(Saved entries)
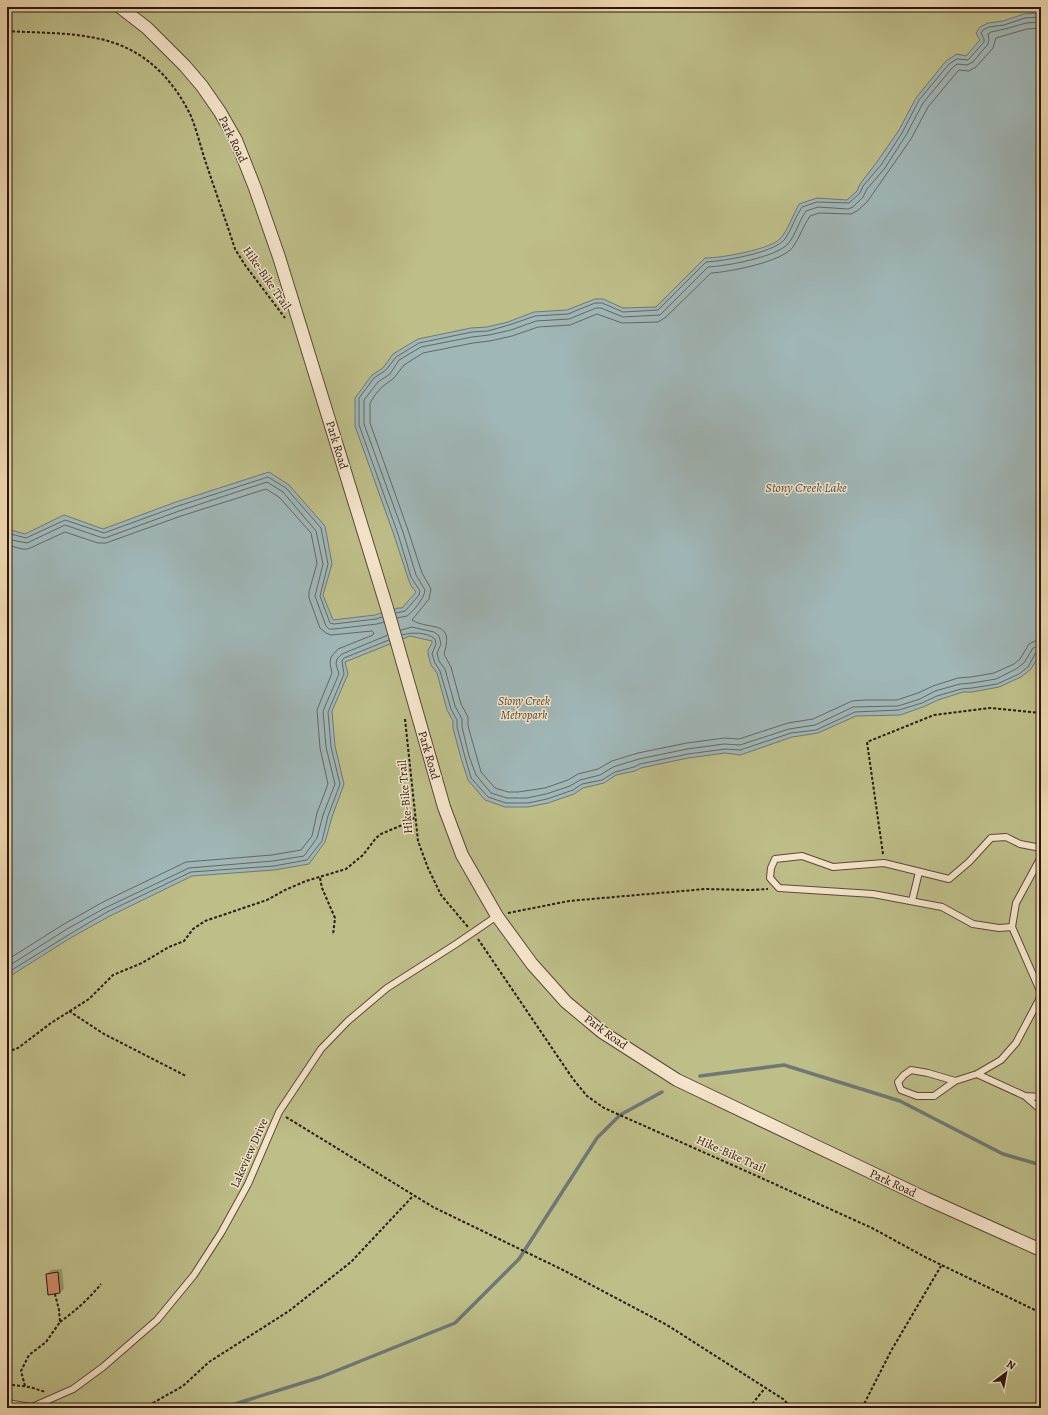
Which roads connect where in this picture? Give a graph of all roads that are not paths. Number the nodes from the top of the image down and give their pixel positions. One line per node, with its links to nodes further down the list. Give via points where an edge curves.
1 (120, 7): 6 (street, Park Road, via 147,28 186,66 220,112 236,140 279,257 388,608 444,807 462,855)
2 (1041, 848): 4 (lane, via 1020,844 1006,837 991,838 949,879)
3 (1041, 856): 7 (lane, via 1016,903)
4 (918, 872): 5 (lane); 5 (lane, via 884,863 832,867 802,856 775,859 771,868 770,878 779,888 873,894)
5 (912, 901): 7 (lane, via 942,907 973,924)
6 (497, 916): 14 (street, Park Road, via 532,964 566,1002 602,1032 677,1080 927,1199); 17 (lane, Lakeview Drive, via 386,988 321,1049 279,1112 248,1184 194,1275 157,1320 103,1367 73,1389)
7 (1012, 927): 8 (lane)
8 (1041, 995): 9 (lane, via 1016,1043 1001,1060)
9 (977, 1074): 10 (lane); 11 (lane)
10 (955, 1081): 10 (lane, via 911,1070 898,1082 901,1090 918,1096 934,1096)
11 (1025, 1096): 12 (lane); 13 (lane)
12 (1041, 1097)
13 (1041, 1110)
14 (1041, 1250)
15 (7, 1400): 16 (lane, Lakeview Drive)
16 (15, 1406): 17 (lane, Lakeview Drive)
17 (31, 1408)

Task to carry out.
Without the pictures, reproduce every entry exactly as written.

Your solution.
Which roads connect where in this picture? Give a graph of all roads that are not paths. Number the nodes from the top of the image down and give their pixel positions. One line per node, with its links to nodes further down the list. Give via points where an edge curves.
1 (120, 7): 6 (street, Park Road, via 147,28 186,66 220,112 236,140 279,257 388,608 444,807 462,855)
2 (1041, 848): 4 (lane, via 1020,844 1006,837 991,838 949,879)
3 (1041, 856): 7 (lane, via 1016,903)
4 (918, 872): 5 (lane); 5 (lane, via 884,863 832,867 802,856 775,859 771,868 770,878 779,888 873,894)
5 (912, 901): 7 (lane, via 942,907 973,924)
6 (497, 916): 14 (street, Park Road, via 532,964 566,1002 602,1032 677,1080 927,1199); 17 (lane, Lakeview Drive, via 386,988 321,1049 279,1112 248,1184 194,1275 157,1320 103,1367 73,1389)
7 (1012, 927): 8 (lane)
8 (1041, 995): 9 (lane, via 1016,1043 1001,1060)
9 (977, 1074): 10 (lane); 11 (lane)
10 (955, 1081): 10 (lane, via 911,1070 898,1082 901,1090 918,1096 934,1096)
11 (1025, 1096): 12 (lane); 13 (lane)
12 (1041, 1097)
13 (1041, 1110)
14 (1041, 1250)
15 (7, 1400): 16 (lane, Lakeview Drive)
16 (15, 1406): 17 (lane, Lakeview Drive)
17 (31, 1408)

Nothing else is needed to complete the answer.